Education is part of the pivotal role BCR plays to “educate our customers and our retailers,” states Geraldine. “We manufacture the product, and we also ship and deliver our product. We do it all… In the pet specialty particularly, it really goes against the general model of how things are done.” This unique business model has allowed for accelerated growth as the D2C business model allows BCR to respond quickly to customer and market demands on items such as product selection, pricing and even packaging.

The company used to use plastic packaging because it was readily available, but since moving into the new plant, a partnership was formed with StanPac Packaging, also in Smithville.

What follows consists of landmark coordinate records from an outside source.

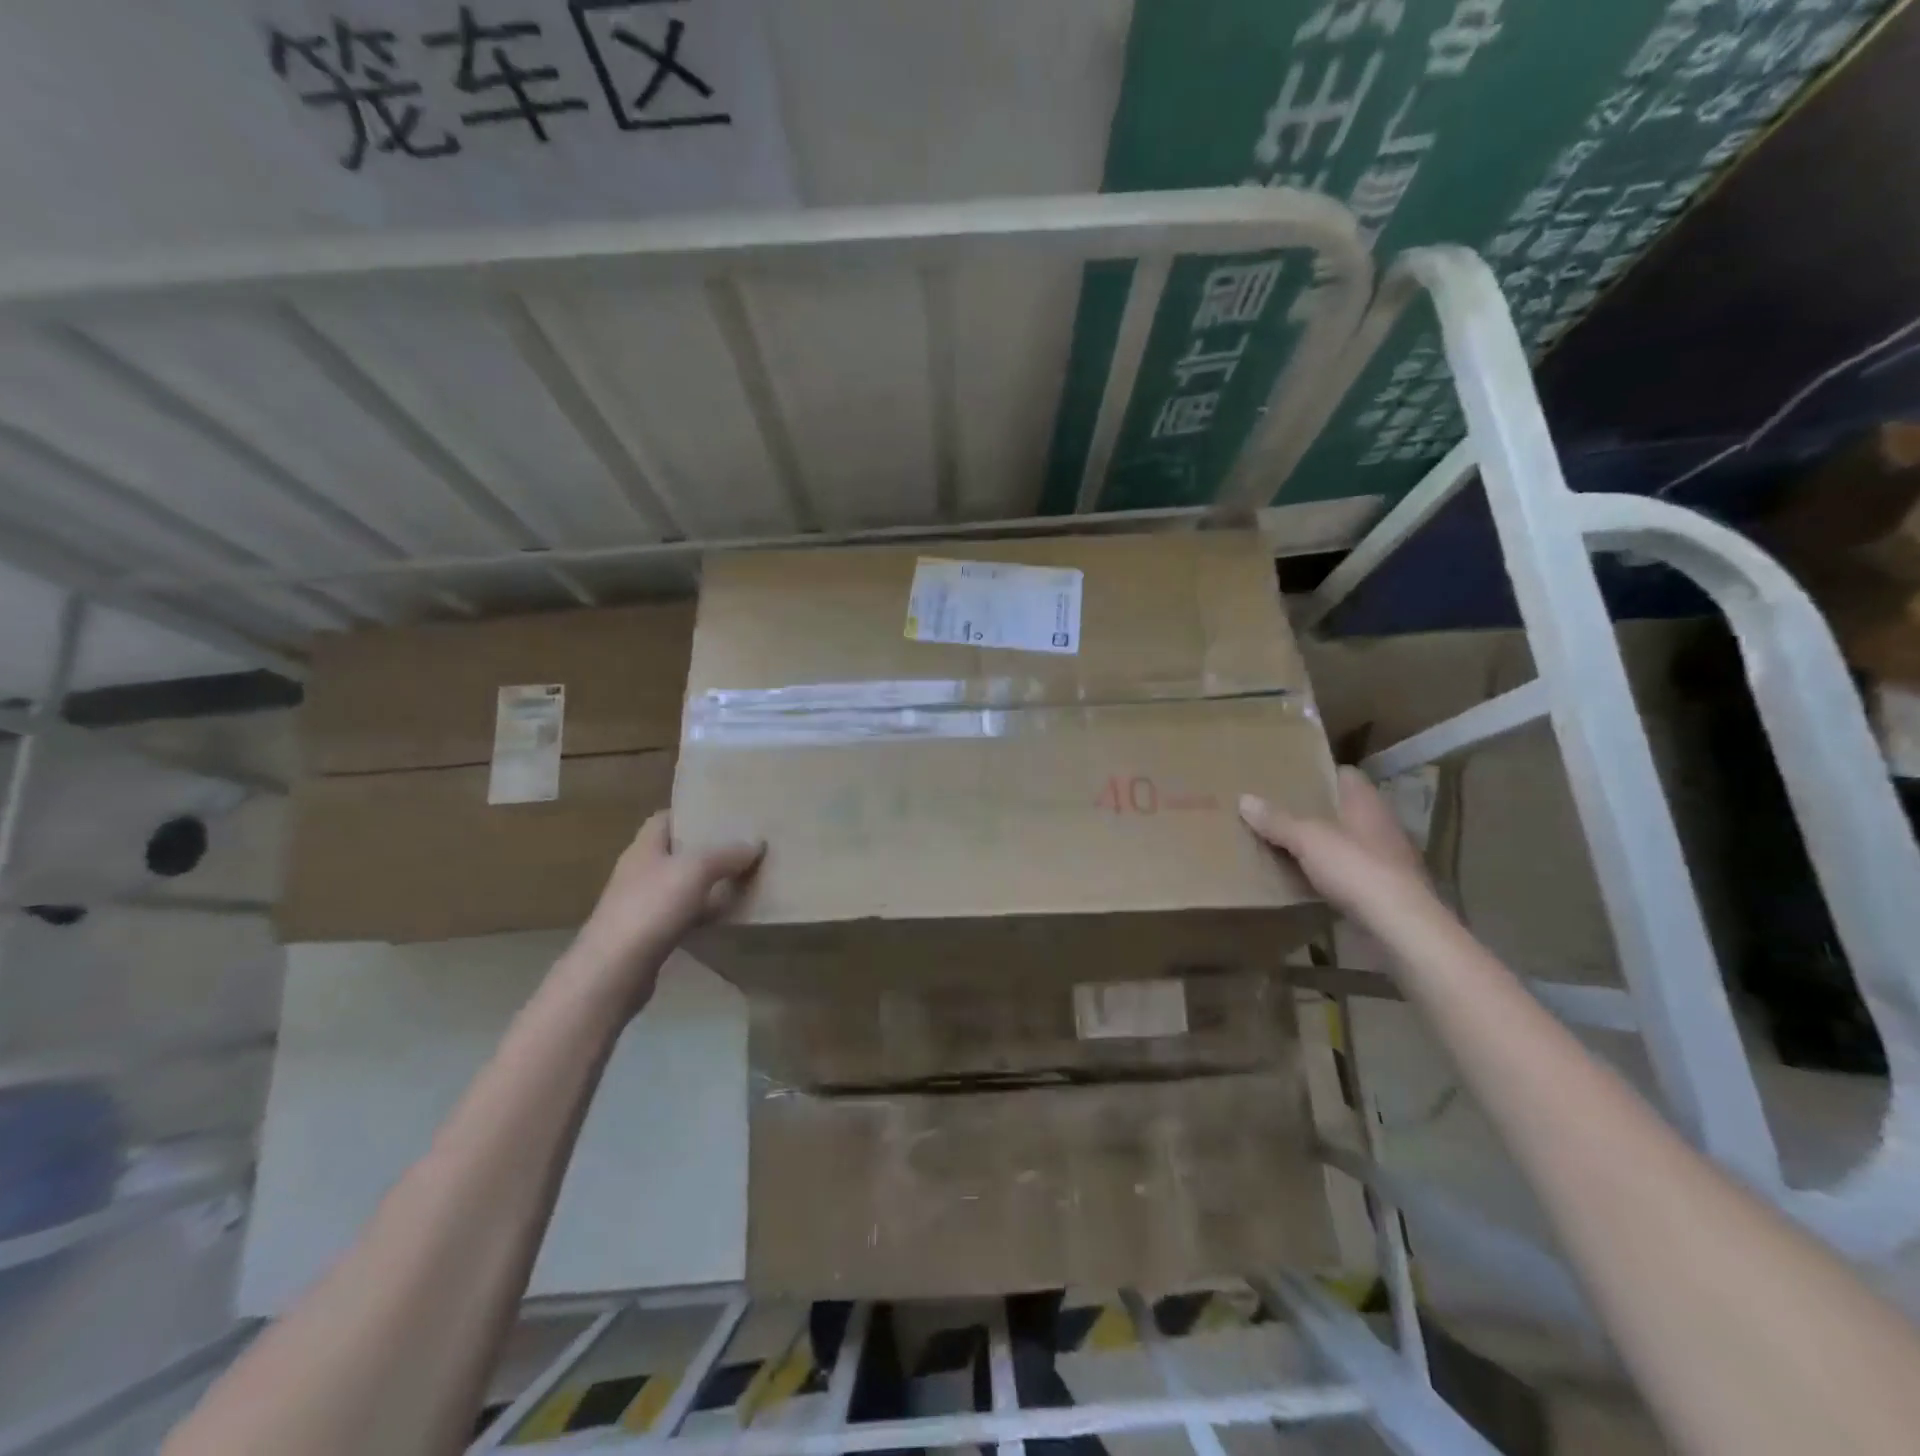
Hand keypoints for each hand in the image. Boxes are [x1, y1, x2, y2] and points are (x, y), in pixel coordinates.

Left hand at [562, 812, 763, 1014]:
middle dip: (707, 847)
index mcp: (643, 848)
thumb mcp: (695, 870)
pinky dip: (703, 912)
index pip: (664, 819)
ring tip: (743, 876)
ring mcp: (642, 905)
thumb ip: (725, 854)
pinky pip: (683, 914)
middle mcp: (640, 872)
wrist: (614, 971)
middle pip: (676, 851)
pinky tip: (726, 915)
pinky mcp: (649, 935)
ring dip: (708, 882)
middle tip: (742, 844)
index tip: (723, 812)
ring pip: (682, 885)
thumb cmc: (650, 908)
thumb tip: (754, 844)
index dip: (691, 812)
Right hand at [1239, 766, 1437, 933]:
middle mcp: (1381, 825)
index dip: (1321, 774)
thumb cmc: (1357, 868)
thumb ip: (1277, 821)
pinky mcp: (1386, 889)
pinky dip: (1332, 872)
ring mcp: (1387, 859)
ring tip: (1288, 843)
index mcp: (1367, 803)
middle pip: (1345, 809)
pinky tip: (1309, 879)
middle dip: (1317, 810)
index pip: (1347, 775)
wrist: (1401, 926)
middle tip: (1280, 809)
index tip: (1292, 777)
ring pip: (1348, 841)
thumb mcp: (1308, 840)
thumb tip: (1244, 799)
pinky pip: (1352, 871)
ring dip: (1325, 843)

StanPac manufactures with sustainable forestry products. “We decided that would be an excellent partnership,” says Geraldine. “It was our own personal conviction to start eliminating the resources that we as a family and personally are using and taking that same initiative into our business.”

Geraldine affirms that the industry itself needs to aggressively engage in “consumer education, especially the veterinarian communities,” to get rid of the stigma of raw food being dangerous and help them to understand that raw pet food is “scientific, nutritionally-based food, and it’s safe and healthy for pets.”

In the past few years, more veterinarians are advocating for a raw pet food diet, especially when supplied by Big Country Raw “because of the steps we have taken to make sure it’s safe, balanced and complete,” she concludes.